Trouver des médecins capables de traiter les symptômes de la ménopause va devenir de plus en plus difficile pour les femmes. « Non seulement les obstétriciens-gynécologues, les internistes et les médecins de famille prescrivent beaucoup moins l’hormonothérapie, mais les nouvelles générations de diplômés en médecine et de professionnels en première ligne manquent souvent d’entraînement et de compétences de base pour soigner les symptômes de la ménopause et prescrire des traitements hormonaux ou non », écrivent les Drs Manson et Kaunitz.
Le Dr Belisle fait le même constat. La formation des médecins est minime dans le domaine de la ménopause, même si au Canada elle est plus poussée qu’aux États-Unis. « Chez nous, les résidents en gynécologie ont une demi-journée par année de cours sur la ménopause ainsi que des ateliers de travail. Chaque résident passe également dix demi-journées à la clinique de ménopause où ils voient des cas sous supervision et peuvent se familiariser avec les différentes approches. » Les résidents en médecine familiale ont une formation encore plus succincte. « Il y a un manque de formation à cause d’une logique liée à l’évolution de la spécialité. Certains secteurs sont étudiés de façon plus approfondie au détriment d’autres. Toutefois, ce qui est vrai pour la ménopause l’est aussi pour la contraception et mille et une autres choses. »
L’application américaine MenoPro, qui tient compte des facteurs de risque et des préférences de la patiente, peut faciliter l’évaluation des traitements possibles des symptômes de la ménopause. Elle a été conçue par la North American Menopause Society. |
À l’Université McGill, le Dr Martin remarque le même phénomène. « C’est vrai qu’on enseigne de moins en moins aux étudiants et aux résidents le traitement de la ménopause. » Les futurs cliniciens montrent par ailleurs peu d’enthousiasme pour ce sujet. « Ils sont plus intéressés par la technologie, la colposcopie, la chirurgie. Cela leur paraît plus excitant.
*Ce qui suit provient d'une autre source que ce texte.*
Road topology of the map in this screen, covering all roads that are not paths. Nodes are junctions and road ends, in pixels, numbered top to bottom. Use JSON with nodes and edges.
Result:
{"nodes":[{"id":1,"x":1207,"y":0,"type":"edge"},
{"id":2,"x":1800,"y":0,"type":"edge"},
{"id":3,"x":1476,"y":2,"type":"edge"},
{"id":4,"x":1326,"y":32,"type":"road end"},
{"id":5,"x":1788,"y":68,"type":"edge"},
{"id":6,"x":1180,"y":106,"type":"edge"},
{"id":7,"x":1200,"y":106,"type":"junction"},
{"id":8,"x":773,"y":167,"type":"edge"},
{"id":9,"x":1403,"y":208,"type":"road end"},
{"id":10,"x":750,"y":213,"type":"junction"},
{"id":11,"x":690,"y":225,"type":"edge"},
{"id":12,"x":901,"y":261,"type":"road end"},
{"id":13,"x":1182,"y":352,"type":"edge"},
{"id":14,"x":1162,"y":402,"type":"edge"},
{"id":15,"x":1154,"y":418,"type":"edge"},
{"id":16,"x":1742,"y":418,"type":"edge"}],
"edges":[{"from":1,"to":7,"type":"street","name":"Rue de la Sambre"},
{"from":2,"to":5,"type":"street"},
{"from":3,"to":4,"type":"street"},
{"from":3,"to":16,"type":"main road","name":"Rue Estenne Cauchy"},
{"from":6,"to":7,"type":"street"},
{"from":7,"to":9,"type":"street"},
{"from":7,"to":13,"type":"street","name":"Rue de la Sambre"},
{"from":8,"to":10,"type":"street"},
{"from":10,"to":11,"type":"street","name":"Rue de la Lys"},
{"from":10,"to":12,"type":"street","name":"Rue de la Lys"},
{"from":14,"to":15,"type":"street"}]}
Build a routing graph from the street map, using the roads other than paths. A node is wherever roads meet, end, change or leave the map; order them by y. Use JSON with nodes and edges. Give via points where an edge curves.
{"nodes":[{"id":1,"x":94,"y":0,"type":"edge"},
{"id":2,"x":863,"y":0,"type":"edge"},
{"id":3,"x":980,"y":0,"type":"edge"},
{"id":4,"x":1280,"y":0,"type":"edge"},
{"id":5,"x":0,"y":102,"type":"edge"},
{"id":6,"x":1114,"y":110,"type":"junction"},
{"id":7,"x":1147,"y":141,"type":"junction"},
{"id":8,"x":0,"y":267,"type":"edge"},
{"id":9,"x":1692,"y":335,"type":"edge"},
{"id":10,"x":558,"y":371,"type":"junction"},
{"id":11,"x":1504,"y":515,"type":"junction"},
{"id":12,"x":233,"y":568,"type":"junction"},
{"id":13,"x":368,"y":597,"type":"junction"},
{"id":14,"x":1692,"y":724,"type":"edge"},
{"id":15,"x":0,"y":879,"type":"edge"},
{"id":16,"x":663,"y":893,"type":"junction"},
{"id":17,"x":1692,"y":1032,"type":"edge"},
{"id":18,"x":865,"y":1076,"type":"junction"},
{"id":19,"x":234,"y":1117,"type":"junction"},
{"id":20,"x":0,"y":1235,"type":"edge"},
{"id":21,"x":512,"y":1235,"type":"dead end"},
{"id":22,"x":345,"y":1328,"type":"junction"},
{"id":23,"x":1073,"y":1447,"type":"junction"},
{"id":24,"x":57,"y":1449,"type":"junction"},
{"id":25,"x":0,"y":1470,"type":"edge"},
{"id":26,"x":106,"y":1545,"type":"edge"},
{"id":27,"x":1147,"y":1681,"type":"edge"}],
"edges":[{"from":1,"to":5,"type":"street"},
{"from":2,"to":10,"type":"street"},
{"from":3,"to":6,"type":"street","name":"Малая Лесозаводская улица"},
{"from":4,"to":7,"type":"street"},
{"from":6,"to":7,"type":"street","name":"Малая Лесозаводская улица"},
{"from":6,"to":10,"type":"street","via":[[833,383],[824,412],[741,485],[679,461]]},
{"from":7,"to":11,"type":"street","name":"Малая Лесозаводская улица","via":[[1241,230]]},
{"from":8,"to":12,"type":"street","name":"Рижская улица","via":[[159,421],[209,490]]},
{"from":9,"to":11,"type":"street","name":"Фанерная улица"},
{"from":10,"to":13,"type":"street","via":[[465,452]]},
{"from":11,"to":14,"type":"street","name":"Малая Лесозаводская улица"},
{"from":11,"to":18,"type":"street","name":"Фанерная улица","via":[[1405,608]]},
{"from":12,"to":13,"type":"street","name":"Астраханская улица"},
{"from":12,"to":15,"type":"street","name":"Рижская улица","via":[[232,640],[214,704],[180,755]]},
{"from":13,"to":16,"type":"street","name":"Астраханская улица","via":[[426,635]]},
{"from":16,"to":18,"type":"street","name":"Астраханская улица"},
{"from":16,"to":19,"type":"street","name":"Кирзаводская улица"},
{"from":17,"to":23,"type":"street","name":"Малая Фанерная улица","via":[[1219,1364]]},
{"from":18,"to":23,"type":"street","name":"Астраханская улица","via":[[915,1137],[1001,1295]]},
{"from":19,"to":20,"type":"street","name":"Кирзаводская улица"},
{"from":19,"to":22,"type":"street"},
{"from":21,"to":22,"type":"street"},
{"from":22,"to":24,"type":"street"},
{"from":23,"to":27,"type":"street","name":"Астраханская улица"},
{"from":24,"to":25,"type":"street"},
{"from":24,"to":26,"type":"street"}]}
Je trouve que c’est dommage parce que les femmes ménopausées constituent une grande partie de notre clientèle et elles ont besoin de médecins qui savent traiter leurs problèmes. » //
1. Manson JE, Kaunitz AM. Menopause management – Getting clinical care back on track. N Engl J Med 2016 ; 374 (9) : 803-6.
2. Hodis HN, Mack WJ, Henderson VW et coll. Vascular effects of early versus late postmenopausal treatment with estradiol. N Engl J Med 2016 ; 374 (13) : 1221-31.
3. Manson JE, Chlebowski RT, Stefanick ML, et coll. Menopausal hormone therapy and health outcomes during the intervention and extended poststopping phases of the Women’s Health Initiative randomized trials. JAMA 2013 ; 310 (10) : 1353-68.